Iraqi forces clash with Daesh in Mosul days after declaring victory

Iraqi PM Haider al-Abadi announced victory against Daesh in Mosul on Monday, but the remaining militants are still holding out in their former stronghold in pockets of the Old City.

Iraqi rapid response members fire a missile against Daesh in Mosul, Iraq, March 11, 2017.
TRT World and Agencies

Iraqi rapid response members fire a missile against Daesh in Mosul, Iraq, March 11, 2017.

Iraqi forces clashed with Daesh militants holding out in Mosul's Old City on Wednesday, more than 36 hours after Prime Minister Haider al-Abadi declared victory over the group in Mosul.

Abadi's announcement marked the biggest defeat for Daesh since its lightning sweep through northern Iraq three years ago.

But pockets of Mosul are still insecure and the city has been heavily damaged by nearly nine months of gruelling urban combat in the city.

Iraqi forces exchanged gunfire with the militants overnight, two residents living just across the Tigris River from the area said.

Army helicopters strafed the Old City and blasts sent plumes of smoke into the air, though it was unclear if they were controlled explosions or bombs set off by Daesh.

"Clearing operations"

An Iraqi military official attributed the activity to "clearing operations."

"There are Daesh (fighters) hiding in different places," he said.

"They disappear here and pop up there, then we target them."

"We still live in an atmosphere of war despite the victory announcement two days ago," said 45-year-old Fahd Ghanim.

Another resident said the blasts shook the ground around half a kilometre away.

Media access to the area has been heavily restricted since Abadi claimed victory on Monday, hailing "the collapse of the terrorist state."

Footage released by the Daesh news agency Amaq entitled Fighting till the last gasp and allegedly filmed in Mosul's Maydan district showed militants mixed in with civilians and unidentified corpses lying amid the rubble of an urban battlefield.

The video's authenticity could not be independently verified.

About 900,000 people have fled the fighting, with more than a third in camps outside the city and the rest living with family and friends in other neighbourhoods.

Activity has quickly returned to much of Mosul and work to repair damaged homes and infrastructure is already underway.

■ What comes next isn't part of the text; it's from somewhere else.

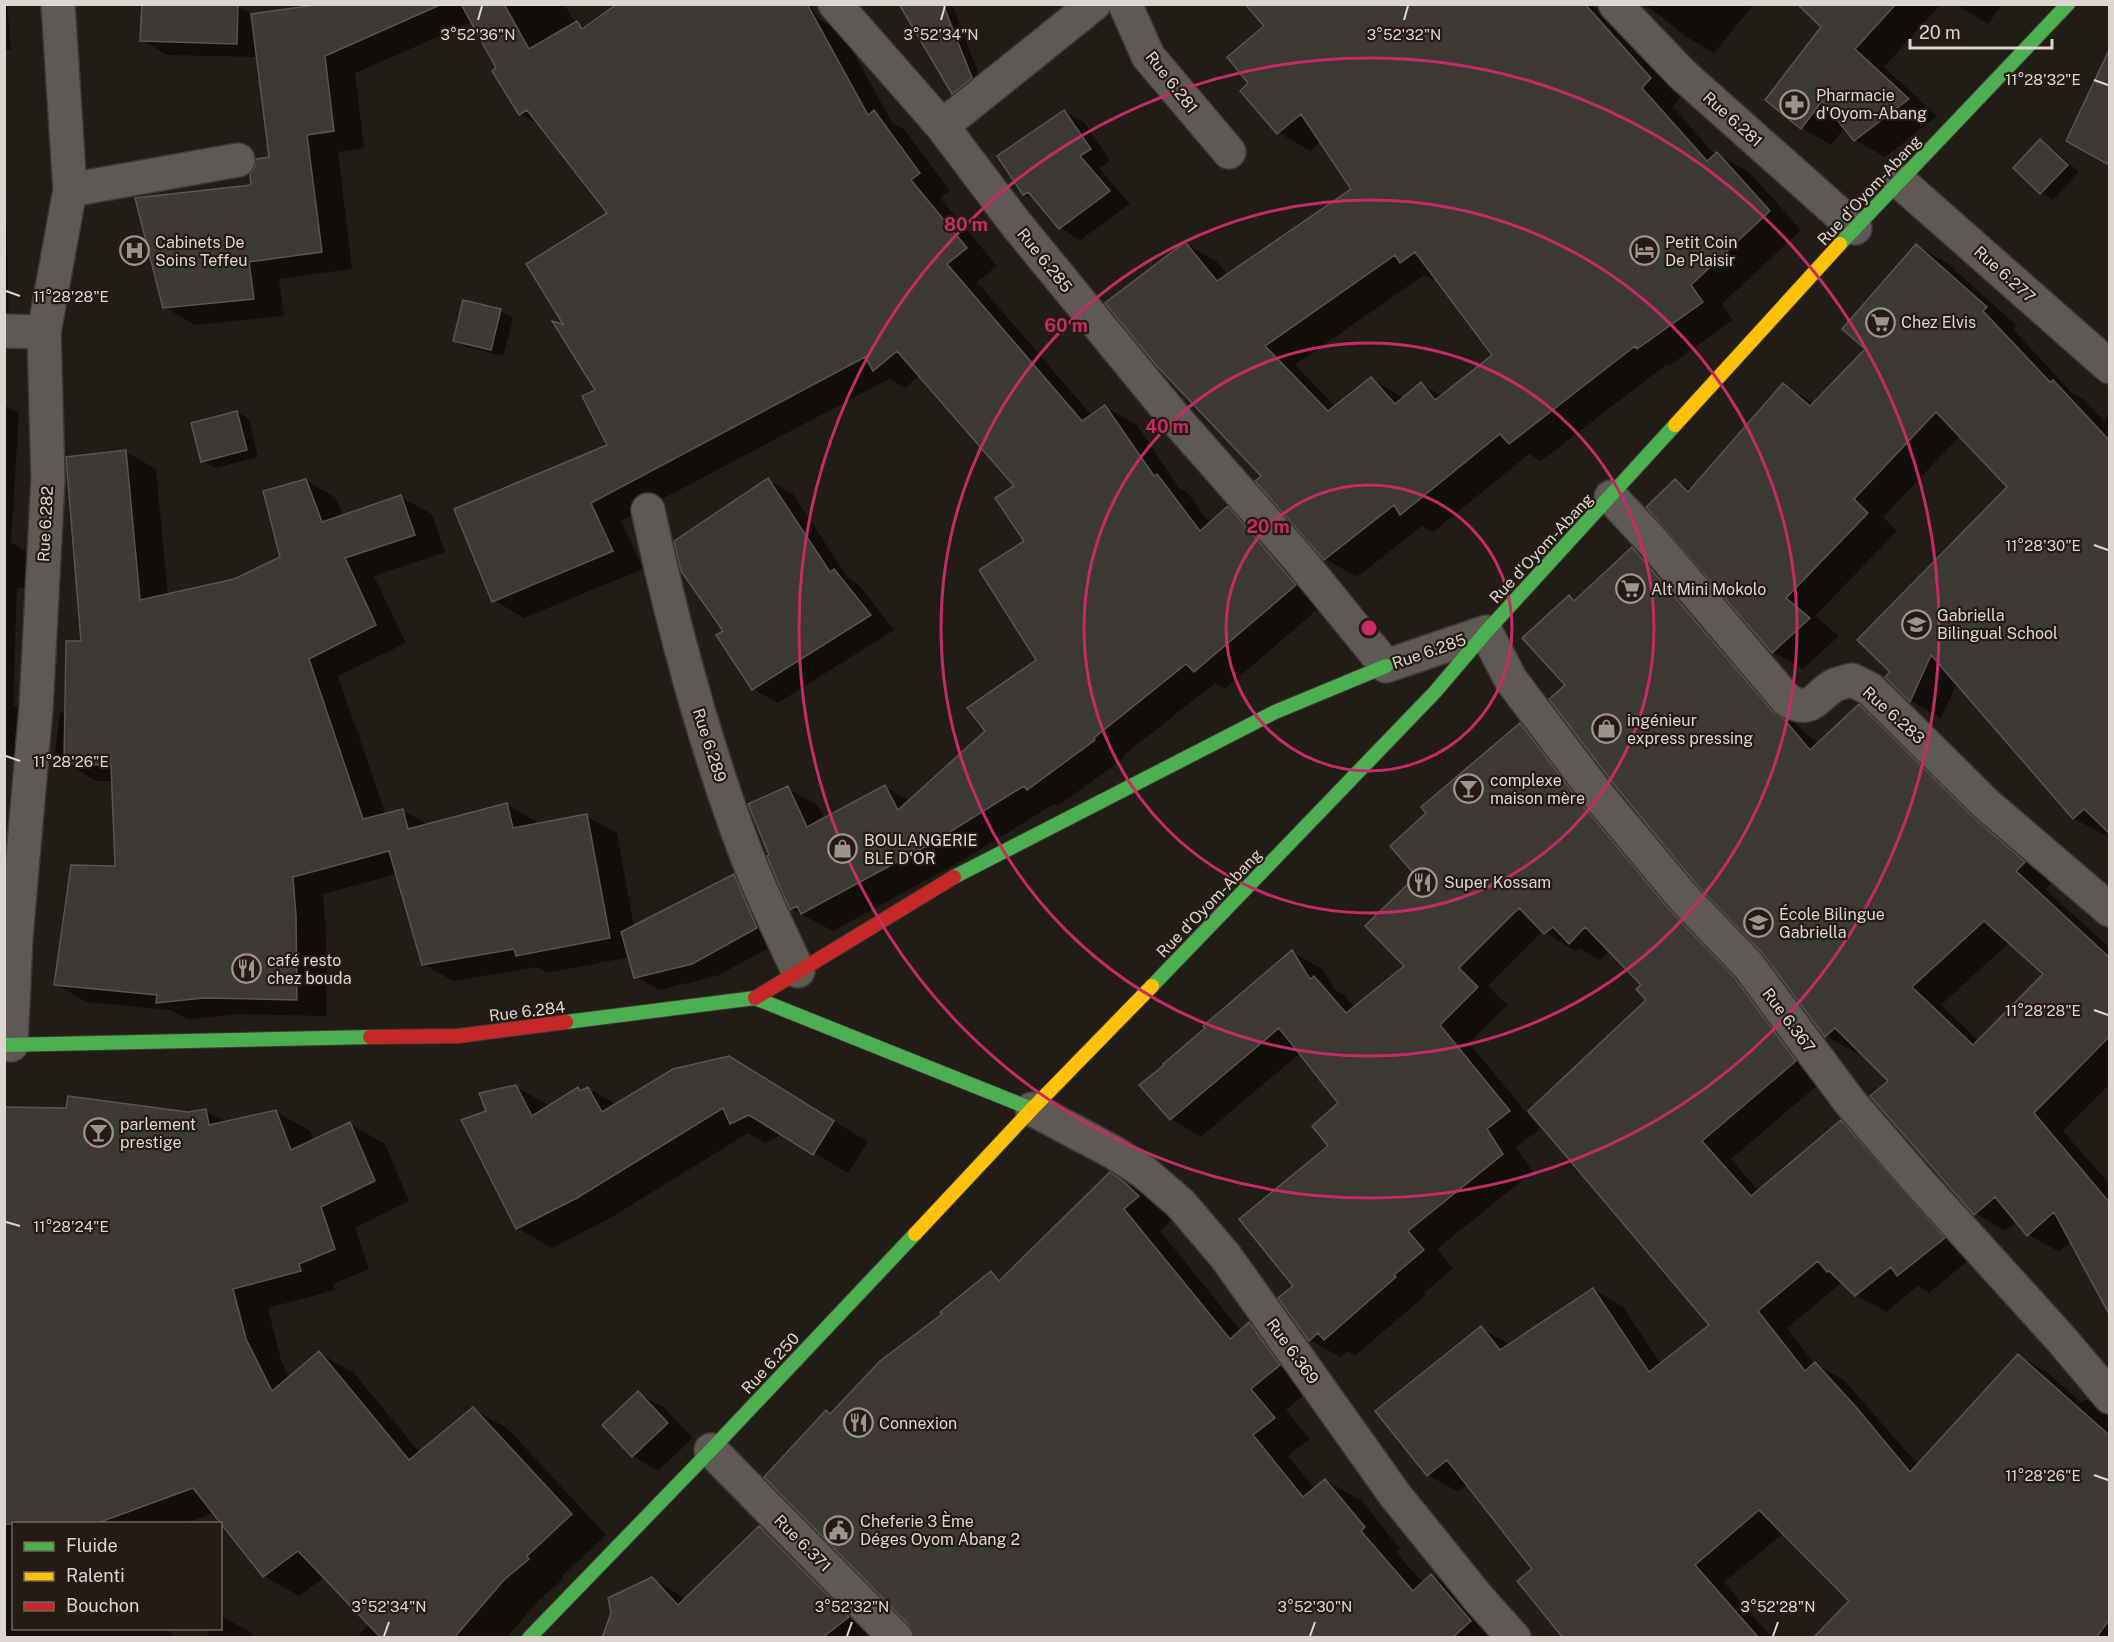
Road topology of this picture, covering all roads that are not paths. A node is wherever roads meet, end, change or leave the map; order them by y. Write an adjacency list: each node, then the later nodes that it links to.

Many Daesh militants remain

The Iraqi official declined to estimate the number of militants or civilians remaining in the Old City.

But the top US general in Iraq said on Tuesday that as many as a couple of hundred Daesh militants could still be in Mosul.

"There are bypassed holdouts. We haven't cleared every building in this city the size of Philadelphia," Lieutenant General Stephen Townsend told reporters.

"There are still going to be losses from the Iraqi security forces as they continue to secure Mosul."

The US-led coalition said it had conducted three air strikes on Daesh in the Mosul area on Tuesday, targeting militants, machine-gun emplacements and rocket-propelled grenade systems.

Sporadic attacks

South of the city, Iraqi security forces repelled an Daesh attack launched from western desert areas on the village of al Jaran, a tribal fighter said.

Reinforcements also arrived to help government forces oust militants armed with machine guns and mortars from the village of Imam Gharbi, further to the south.

Daesh had taken around 75 percent of the village since storming it last week.

These are the kind of asymmetric, guerrilla-style strikes Daesh is expected to concentrate on now as US-backed Iraqi forces regain control over cities the group captured during its shock 2014 offensive.

Another attack on a border guard convoy in western Anbar province, near the Syrian border, killed two soldiers and wounded four on Tuesday, military sources said.

Separately, 28 civilians were kidnapped in the Iskandariya district south of Baghdad this week and 20 of them were found dead later, a police officer said.

Suspects detained by the authorities said they belonged to the Shia Muslim Asaib Ahl al-Haq militia.

A Baghdad-based spokesman for the group, whose fighters are taking part in the Shia-led government's campaign against Daesh, said he had no knowledge of the incident.